Stored data entries

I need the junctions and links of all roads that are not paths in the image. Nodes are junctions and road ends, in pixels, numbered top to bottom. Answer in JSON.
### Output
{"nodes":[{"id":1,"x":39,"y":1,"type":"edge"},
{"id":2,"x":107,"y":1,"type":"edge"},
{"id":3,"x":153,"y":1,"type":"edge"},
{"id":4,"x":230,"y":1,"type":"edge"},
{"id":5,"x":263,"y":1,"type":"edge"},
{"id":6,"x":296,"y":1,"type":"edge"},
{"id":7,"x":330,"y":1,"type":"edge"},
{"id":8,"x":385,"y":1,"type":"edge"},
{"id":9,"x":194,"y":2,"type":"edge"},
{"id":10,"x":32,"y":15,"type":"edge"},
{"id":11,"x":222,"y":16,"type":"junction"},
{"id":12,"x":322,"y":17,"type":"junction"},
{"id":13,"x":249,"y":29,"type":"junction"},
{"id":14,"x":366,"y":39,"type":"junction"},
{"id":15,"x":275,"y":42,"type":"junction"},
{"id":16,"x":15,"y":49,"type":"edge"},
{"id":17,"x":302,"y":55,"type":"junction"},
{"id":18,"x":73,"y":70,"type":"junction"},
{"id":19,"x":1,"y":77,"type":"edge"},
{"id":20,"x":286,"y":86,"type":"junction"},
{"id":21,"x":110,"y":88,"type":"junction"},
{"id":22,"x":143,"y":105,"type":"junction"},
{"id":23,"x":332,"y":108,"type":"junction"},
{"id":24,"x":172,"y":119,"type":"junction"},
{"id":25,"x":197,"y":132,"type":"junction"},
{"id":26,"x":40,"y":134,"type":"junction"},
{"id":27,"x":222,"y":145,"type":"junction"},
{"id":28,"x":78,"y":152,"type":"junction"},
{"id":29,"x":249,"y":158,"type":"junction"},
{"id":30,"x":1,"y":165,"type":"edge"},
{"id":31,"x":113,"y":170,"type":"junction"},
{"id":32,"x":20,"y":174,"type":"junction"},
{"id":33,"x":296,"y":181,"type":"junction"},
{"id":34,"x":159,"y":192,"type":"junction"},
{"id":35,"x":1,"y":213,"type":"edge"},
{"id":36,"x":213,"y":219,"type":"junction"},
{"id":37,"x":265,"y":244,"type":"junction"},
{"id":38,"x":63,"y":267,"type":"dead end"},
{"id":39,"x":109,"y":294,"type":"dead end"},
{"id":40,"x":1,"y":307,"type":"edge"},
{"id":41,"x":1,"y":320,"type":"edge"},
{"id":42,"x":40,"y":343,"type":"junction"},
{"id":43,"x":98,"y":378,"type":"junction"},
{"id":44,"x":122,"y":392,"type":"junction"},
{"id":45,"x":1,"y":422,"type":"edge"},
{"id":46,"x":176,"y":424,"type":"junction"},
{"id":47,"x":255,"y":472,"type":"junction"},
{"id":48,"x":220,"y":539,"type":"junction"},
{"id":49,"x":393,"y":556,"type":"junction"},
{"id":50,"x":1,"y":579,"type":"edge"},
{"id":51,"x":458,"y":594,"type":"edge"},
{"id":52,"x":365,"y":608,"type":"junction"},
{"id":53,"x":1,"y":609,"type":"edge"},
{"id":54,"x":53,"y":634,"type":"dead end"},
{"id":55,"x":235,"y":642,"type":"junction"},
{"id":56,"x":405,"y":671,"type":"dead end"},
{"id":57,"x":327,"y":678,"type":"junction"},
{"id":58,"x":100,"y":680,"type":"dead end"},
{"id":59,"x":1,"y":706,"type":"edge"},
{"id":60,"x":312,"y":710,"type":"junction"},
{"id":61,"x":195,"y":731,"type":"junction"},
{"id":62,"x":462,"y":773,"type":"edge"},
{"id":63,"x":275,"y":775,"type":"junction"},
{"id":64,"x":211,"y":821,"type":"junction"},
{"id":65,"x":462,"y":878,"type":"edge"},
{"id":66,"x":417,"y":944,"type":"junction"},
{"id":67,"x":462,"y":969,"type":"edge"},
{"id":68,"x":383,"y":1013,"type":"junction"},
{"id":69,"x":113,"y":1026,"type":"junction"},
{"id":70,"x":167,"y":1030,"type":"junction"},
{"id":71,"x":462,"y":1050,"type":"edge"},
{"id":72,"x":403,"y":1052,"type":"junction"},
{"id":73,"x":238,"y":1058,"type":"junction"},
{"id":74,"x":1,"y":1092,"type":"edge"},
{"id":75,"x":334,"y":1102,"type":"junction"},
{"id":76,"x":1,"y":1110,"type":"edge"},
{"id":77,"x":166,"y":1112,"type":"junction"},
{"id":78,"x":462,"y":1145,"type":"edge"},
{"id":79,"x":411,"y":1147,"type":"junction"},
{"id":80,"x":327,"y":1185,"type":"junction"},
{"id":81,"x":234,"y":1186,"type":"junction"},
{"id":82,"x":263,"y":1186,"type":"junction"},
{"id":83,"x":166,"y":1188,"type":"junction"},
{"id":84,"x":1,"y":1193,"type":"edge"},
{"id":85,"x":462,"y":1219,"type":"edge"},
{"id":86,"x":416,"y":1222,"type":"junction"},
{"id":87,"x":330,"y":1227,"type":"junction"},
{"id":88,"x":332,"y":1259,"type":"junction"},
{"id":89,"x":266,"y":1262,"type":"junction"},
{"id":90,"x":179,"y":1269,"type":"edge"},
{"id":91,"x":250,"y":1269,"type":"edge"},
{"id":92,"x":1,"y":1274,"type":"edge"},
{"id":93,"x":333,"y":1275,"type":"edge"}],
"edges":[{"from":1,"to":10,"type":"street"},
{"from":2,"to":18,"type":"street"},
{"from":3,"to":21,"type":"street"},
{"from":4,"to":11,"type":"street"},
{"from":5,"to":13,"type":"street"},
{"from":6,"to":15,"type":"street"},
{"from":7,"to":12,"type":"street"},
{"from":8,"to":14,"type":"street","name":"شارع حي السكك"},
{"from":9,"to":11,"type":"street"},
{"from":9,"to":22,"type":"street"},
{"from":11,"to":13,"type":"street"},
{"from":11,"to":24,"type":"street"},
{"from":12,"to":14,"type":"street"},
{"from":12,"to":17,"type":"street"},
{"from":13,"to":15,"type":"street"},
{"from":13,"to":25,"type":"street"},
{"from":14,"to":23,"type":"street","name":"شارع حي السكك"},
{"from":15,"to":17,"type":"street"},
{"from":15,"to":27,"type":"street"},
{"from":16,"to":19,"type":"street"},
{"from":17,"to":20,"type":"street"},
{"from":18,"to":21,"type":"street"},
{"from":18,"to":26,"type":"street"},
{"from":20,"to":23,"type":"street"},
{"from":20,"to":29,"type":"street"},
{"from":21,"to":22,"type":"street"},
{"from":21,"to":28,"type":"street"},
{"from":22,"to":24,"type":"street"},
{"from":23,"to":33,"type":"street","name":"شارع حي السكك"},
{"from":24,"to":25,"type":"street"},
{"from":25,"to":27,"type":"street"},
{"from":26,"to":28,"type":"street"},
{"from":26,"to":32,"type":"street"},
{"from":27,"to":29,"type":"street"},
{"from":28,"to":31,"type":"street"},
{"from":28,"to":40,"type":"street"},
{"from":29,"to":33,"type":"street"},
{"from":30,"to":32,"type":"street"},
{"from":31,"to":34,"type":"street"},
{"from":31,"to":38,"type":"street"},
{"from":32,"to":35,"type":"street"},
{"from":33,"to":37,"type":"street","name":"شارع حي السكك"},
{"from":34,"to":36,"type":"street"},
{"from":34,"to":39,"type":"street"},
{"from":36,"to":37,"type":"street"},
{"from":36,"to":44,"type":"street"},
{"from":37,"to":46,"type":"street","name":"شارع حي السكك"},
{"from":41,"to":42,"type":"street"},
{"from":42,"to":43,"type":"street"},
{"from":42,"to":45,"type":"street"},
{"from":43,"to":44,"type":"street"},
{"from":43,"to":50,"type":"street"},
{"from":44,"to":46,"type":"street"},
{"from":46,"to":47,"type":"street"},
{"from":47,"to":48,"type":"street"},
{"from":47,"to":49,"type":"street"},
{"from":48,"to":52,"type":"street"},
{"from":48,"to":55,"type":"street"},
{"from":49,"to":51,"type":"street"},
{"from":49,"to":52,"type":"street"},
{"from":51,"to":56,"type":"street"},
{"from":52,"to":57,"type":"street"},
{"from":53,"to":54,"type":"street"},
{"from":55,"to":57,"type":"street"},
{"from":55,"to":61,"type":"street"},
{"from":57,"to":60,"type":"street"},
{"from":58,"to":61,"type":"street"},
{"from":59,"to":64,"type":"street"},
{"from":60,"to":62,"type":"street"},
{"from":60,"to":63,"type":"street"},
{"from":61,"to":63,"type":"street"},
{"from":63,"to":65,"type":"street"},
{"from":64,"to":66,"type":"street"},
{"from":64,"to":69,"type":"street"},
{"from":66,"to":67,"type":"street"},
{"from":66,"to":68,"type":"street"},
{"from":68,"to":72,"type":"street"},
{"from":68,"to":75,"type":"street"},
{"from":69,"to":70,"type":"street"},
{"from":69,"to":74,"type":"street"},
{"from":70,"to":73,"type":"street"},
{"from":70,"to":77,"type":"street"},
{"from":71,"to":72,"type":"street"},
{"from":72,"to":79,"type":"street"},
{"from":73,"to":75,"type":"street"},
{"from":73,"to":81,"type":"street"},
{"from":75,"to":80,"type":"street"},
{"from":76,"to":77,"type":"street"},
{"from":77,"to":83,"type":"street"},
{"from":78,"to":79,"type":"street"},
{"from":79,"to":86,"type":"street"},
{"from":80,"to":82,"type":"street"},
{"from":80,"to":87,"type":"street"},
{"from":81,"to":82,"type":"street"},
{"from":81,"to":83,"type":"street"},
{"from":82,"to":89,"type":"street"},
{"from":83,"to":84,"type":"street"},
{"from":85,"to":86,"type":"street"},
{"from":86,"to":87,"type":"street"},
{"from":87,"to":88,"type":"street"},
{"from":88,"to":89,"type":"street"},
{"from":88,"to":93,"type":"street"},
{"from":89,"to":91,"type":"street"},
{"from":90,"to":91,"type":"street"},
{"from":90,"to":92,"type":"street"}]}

● **WHAT THE EXERCISE ASKS**
The lines above that hold the word "السكك" should be found and copied out.

● **SOLUTION FOR THIS TASK**
{"from":8,"to":14,"type":"street","name":"شارع حي السكك"},
{"from":14,"to":23,"type":"street","name":"شارع حي السكك"},
{"from":23,"to":33,"type":"street","name":"شارع حي السكك"},
{"from":33,"to":37,"type":"street","name":"شارع حي السكك"},
{"from":37,"to":46,"type":"street","name":"شارع حي السكك"},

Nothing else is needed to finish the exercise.